Really, Amy Adams is the only actress on the list with any broader goodwill for her film helping her out. “American Hustle,” with its seven nominations, is heading into Sunday with a formidable presence. Conventional wisdom seems to have this race as Adams’ to lose, possibly to Streep (because she’s Streep). Both of them will likely get Oscar nods, after all. Delpy, Louis-Dreyfus and Gerwig won’t.
I don’t buy it. For one thing, neither Adams nor Streep has this year’s steamroller campaign of inevitability. That would be Cate Blanchett, and she’s nominated in the other Best Actress category (which is amusing because “Blue Jasmine” is funnier than at least a couple of these comedy nominees). Most of the surprises in this category happen, historically, when the eventual Oscar winner is over in Drama picking up another award that even the HFPA probably find a little dull, if still entirely deserving.

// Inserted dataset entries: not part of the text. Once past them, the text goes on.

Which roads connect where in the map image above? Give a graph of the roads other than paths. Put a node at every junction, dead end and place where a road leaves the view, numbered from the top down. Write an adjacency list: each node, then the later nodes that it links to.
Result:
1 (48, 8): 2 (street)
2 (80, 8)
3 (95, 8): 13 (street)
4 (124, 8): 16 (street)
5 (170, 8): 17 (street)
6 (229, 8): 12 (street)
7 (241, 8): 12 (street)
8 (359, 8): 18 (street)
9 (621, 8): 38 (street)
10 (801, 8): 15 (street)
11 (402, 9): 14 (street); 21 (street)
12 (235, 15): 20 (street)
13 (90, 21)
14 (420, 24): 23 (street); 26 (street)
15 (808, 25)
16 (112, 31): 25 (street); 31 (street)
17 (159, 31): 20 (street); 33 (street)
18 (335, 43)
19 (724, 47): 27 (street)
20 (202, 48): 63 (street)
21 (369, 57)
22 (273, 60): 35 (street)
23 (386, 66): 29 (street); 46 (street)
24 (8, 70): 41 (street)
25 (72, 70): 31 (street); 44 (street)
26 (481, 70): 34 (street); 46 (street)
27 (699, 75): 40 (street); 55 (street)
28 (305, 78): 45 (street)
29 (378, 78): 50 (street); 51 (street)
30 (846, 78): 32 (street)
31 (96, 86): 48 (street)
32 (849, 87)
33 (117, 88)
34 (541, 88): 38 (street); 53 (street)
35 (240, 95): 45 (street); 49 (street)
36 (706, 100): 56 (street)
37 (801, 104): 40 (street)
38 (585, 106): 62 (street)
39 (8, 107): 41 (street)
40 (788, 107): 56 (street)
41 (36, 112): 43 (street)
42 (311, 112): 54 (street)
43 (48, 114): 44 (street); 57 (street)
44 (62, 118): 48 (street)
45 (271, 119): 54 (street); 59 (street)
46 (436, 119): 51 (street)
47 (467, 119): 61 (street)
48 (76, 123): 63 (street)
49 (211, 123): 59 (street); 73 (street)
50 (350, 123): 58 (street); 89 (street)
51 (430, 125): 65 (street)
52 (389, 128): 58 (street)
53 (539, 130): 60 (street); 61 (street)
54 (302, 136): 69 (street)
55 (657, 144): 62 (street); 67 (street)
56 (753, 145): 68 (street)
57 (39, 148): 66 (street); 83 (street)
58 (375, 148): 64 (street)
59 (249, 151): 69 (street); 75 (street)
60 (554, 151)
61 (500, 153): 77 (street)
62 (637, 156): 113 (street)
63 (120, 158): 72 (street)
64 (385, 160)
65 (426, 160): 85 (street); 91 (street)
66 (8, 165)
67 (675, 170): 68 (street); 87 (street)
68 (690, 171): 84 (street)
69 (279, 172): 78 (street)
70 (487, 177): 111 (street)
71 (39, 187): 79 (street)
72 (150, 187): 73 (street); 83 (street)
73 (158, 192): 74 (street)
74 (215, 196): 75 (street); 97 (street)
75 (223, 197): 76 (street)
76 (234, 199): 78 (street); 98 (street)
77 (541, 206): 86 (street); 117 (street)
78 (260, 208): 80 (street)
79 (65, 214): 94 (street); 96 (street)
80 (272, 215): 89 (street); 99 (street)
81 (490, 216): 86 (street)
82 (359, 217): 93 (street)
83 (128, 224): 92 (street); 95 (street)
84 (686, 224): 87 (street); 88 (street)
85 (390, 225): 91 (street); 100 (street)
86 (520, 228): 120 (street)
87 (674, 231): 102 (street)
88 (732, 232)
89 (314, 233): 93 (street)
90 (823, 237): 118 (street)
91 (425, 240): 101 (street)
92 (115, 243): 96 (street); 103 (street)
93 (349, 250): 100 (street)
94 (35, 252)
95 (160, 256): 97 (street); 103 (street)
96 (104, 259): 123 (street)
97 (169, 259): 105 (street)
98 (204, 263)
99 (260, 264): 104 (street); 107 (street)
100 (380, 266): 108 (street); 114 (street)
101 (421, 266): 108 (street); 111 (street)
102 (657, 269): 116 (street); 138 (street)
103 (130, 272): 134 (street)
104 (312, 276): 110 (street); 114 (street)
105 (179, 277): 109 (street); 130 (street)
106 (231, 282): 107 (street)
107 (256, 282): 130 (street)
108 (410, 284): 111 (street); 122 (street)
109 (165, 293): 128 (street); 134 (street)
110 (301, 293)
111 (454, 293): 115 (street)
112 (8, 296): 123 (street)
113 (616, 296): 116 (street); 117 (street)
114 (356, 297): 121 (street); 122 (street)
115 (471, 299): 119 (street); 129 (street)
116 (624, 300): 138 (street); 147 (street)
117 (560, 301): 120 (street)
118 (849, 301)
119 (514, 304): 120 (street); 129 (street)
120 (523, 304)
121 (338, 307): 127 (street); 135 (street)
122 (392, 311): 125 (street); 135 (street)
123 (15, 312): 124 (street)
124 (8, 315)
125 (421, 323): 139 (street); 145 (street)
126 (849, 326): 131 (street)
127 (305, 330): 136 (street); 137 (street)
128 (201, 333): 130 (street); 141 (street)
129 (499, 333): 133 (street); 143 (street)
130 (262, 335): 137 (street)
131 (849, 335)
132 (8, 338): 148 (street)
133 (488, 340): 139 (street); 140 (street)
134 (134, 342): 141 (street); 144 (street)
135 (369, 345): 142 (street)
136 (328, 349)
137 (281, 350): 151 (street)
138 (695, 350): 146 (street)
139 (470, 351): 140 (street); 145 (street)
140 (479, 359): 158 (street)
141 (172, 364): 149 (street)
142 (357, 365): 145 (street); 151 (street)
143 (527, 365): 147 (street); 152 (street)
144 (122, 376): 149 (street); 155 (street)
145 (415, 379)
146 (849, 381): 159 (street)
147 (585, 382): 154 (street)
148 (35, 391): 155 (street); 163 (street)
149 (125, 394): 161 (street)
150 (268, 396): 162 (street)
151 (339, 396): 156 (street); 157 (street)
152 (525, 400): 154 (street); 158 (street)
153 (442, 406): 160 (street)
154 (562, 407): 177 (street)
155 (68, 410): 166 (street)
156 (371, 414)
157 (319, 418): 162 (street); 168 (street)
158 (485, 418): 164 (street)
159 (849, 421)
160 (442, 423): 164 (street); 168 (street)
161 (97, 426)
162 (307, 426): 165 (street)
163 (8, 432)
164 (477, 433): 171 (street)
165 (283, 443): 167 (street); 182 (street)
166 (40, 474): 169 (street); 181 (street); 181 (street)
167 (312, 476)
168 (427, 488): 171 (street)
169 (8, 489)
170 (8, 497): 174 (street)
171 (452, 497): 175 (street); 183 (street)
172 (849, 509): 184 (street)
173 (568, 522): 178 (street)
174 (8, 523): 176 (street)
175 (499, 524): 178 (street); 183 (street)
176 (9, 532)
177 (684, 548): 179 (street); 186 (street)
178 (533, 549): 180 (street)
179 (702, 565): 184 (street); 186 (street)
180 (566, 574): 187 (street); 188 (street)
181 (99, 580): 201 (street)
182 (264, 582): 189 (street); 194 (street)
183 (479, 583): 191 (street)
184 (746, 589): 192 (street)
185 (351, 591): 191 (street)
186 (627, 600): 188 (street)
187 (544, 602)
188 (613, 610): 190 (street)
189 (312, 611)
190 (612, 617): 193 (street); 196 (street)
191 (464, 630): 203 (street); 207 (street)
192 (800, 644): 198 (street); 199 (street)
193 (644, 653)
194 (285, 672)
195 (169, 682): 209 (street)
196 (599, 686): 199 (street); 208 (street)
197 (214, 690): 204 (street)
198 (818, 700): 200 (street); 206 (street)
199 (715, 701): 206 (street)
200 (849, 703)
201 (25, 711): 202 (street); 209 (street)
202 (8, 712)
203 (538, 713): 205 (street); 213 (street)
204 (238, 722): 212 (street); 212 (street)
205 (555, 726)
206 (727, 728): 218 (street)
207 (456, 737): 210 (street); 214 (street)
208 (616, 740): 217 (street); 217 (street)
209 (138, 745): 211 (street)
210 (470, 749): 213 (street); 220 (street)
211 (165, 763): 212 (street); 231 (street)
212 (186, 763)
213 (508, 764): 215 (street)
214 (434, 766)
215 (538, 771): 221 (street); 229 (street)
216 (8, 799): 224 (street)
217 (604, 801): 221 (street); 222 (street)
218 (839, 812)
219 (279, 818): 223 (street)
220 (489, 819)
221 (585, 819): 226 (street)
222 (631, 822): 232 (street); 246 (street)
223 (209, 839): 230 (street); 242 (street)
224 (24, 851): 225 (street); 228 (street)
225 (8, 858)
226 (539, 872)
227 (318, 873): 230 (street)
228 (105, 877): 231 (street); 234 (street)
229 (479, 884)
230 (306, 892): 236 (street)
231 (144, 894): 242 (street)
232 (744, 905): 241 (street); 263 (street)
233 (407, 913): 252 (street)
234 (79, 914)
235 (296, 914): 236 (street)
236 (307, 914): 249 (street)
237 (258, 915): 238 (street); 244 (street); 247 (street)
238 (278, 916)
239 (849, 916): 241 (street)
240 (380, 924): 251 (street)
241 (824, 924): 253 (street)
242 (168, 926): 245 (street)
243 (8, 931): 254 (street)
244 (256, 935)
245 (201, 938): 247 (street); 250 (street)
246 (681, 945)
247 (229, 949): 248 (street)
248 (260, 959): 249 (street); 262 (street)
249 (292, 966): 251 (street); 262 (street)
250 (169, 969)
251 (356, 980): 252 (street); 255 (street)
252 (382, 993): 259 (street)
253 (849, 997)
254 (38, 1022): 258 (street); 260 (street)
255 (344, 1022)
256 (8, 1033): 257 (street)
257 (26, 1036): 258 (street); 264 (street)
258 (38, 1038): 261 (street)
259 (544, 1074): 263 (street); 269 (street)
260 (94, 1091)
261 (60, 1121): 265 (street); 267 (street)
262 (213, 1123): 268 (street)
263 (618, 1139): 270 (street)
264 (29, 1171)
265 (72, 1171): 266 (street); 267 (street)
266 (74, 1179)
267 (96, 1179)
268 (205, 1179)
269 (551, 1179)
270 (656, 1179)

Remember the 66th Golden Globe Awards? They were wonderful. Sure, “Slumdog Millionaire” got its kinda bland endorsement from yet another awards body, but the Musical/Comedy acting trophies went to a couple of brilliant, unexpected people. Colin Farrell won for “In Bruges” and Sally Hawkins won for “Happy-Go-Lucky.” This was possible, in part, because the following Oscar race would coalesce around people nominated in the Drama categories. The intervening four years haven’t exactly been thrilling in comparison.
I bring this up, of course, because “Happy-Go-Lucky” and “Frances Ha” are basically the same movie. Sure, one of them is in black and white and set in New York, while the other is in a fully-colored London. Yet they’re both admittedly quirky and effortlessly intuitive character studies of two young women trying to figure out how to live, for real. Neither is an obvious candidate for big awards attention. The Hollywood focus of the Independent Spirit Awards may even partially explain why Gerwig didn’t even get a nomination there, despite the critical success of her very Gotham-centric film.
Hawkins won, I believe, because her performance and the film around her are irresistible. She and Mike Leigh wielded that character like a weapon of charm and clutzy resilience. It’s the same for Gerwig, Noah Baumbach and “Frances Ha.” Maybe it’s a long shot, and maybe I’m ruining it just by typing it out loud, but if there’s a single award in the entire circuit that was made for this particular performance, it’s the Golden Globe for Best Actress – Musical/Comedy.